The Boulder Daily Camera isn’t a news outlet you’d expect to have a particularly conservative editorial board, and through writer Erika Stutzman they generally deliver an editorial view consistent with the liberal Boulder residents they serve.
Now Boulder is a pretty unique place, of course, and while self-described as ‘progressive’ Boulder has some of the highest costs of living, as well as chronic shortages of affordable housing, anywhere outside of the ski resort towns in Colorado. There’s an argument to be made that many of the social and economic problems experienced elsewhere in Colorado are not really absent from Boulder, just exported to less expensive places where many of the city’s workers actually live.
And we’re willing to guess there are fewer payday loan shops per capita in Boulder, too. Which brings us to today’s Daily Camera editorial and its fascinatingly lobbyist-consistent talking points:
Payday lending has a seamy reputation with some, so we hope voters will not be fooled: This is a terrible bill.

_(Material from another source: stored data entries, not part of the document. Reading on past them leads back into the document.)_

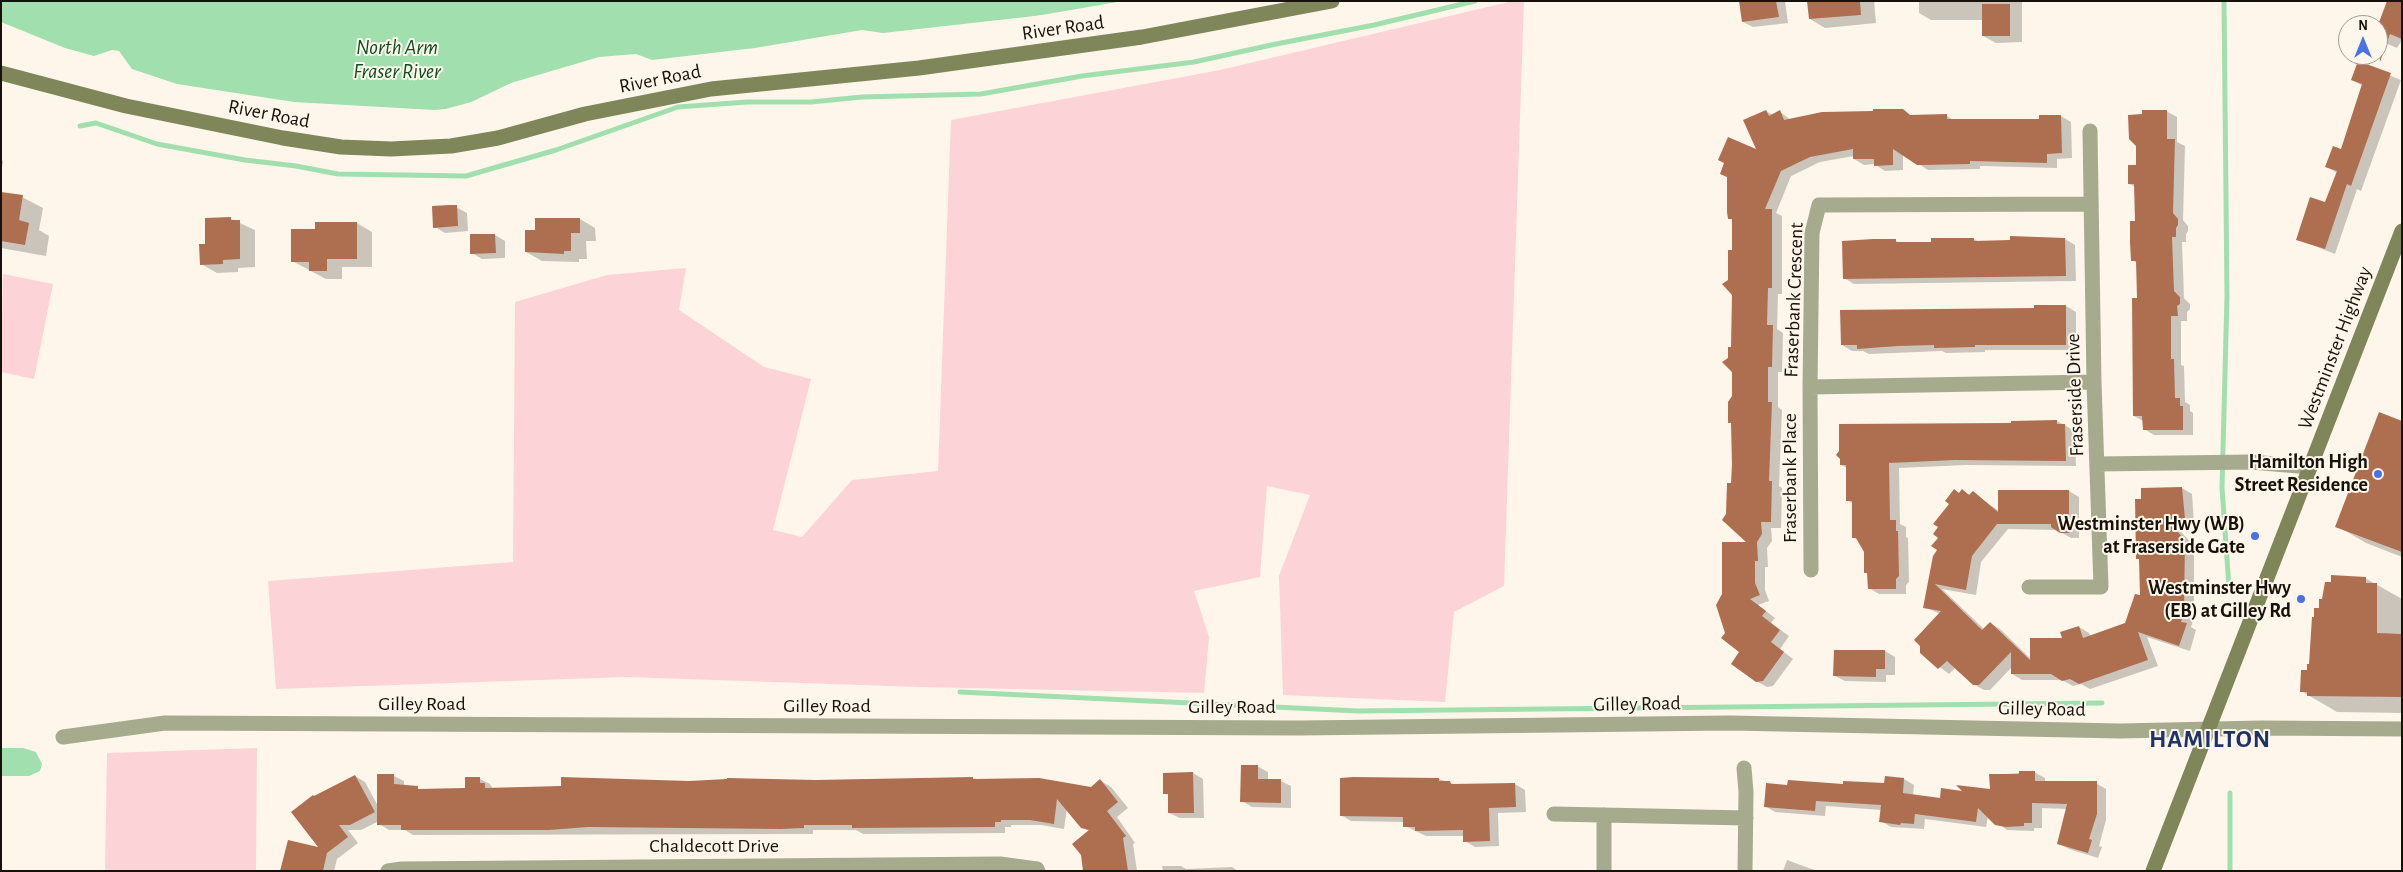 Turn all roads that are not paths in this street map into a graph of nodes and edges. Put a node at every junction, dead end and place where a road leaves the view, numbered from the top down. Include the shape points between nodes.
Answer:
1 (1332, 1) edge
2 (1, 73) edge
3 (2090, 131) dead end
4 (2091, 204) junction
5 (2402, 231) edge
6 (2094, 382) junction
7 (1810, 387) junction
8 (2097, 464) junction
9 (2310, 467) junction
10 (1811, 570) dead end
11 (2029, 587) dead end
12 (2208, 729) junction
13 (2402, 729) edge
14 (63, 736) dead end
15 (1744, 768) dead end
16 (1554, 814) dead end
17 (1604, 815) junction
18 (1746, 818) junction
19 (388, 871) edge
20 (1038, 871) edge
21 (1604, 871) edge
22 (1745, 871) edge
23 (2153, 871) edge

1 - 2 street, River Road via 1103,43 919,68 711,88 451,146 341,147 283,138 126,106
3 - 4 street, Fraserside Drive
4 - 6 street, Fraserside Drive
4 - 7 street, Fraserbank Crescent via 1819,205 1812,233
5 - 9 street, Westminster Highway
6 - 7 street, Fraserbank Crescent
6 - 8 street, Fraserside Drive
7 - 10 street, Fraserbank Place
8 - 9 street via 2251,462
8 - 11 street, Fraserside Drive via 2101,587
9 - 12 street, Westminster Highway
12 - 13 street, Gilley Road
12 - 14 street, Gilley Road via 2120,731 1730,723 1280,728 165,723
12 - 23 street, Westminster Highway
15 - 18 street
16 - 17 street
17 - 18 street
17 - 21 street
18 - 22 street
19 - 20 street, Chaldecott Drive via 402,868 1000,864 1037,868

The fees on payday loans are certainly high when compared to annual interest rates. But they are not longterm loans. They are limited to $500, and due on the customer’s next payday — typically in two weeks. If you took out the full $500, you would pay a maximum of $75 for the privilege of using money you haven’t earned yet.
They are, essentially, emergency funds for people with steady jobs who haven’t yet earned the money they need. Who are these people? Well, employed folks, for one. No paycheck, no loan. More than half attended college; and the average household income is $55,000 a year…
Now this is important: Bill proponents say that most Colorado borrowers are using the payday loans more than once a month.
It’s not true. Let’s kill that rumor now: According to the attorney general’s office, 303,462 took out payday loans in 2008. Only 5.8 percent of them took out 13 or more loans of up to $500. Compare that to the number of people who carry a balance on credit cards without a $500 cap. The Federal Reserve says it’s 58 percent of the card-carrying U.S. households. Seventy-five U.S. households have credit cards.
And 72 percent of all Colorado payday borrowers took out between one loan and six loans.
Let’s start with the biggest “WTF” logical inconsistency in this editorial: Stutzman starts by trying to differentiate the fees charged by payday lenders from annualized interest rates by claiming they are “not longterm loans.” But then she tries to justify the practice of rolling over these “short term” loans by comparing them to credit cards, where the interest rate is…well, you might not like your rates these days but they aren’t anything close to 500%. Whose case did she just prove?
And let’s see: 72% of Colorado payday loan customers took out “between 1 and 6 loans.” That’s a pretty broad range, don’t you think? We’ll be interested in seeing how many are closer to one loan as opposed to six, but rolling over a $75 fee on a $500 loan six times means you’ve paid $450 in interest “fees” to borrow $500 for three months. Any prior generation of Americans would call that “loansharking” without batting an eye.
Stutzman concludes by warning that nefarious real banks have explored alternatives to payday loans, offering (wait for it) longer term advances, and substantially lower rates. For reasons not explained in this editorial, this is apparently a bad thing? Very odd. Better loan terms is the ‘pain’ we’ll suffer if payday lending shops are forced to comply with the same usury laws as other lenders? Pretty much all we needed to feel certain this editorial was the product of some quality time with representatives of the Community Financial Services Association (CFSA)–since nobody else would possibly consider a better deal for consumers to be, you know, a problem.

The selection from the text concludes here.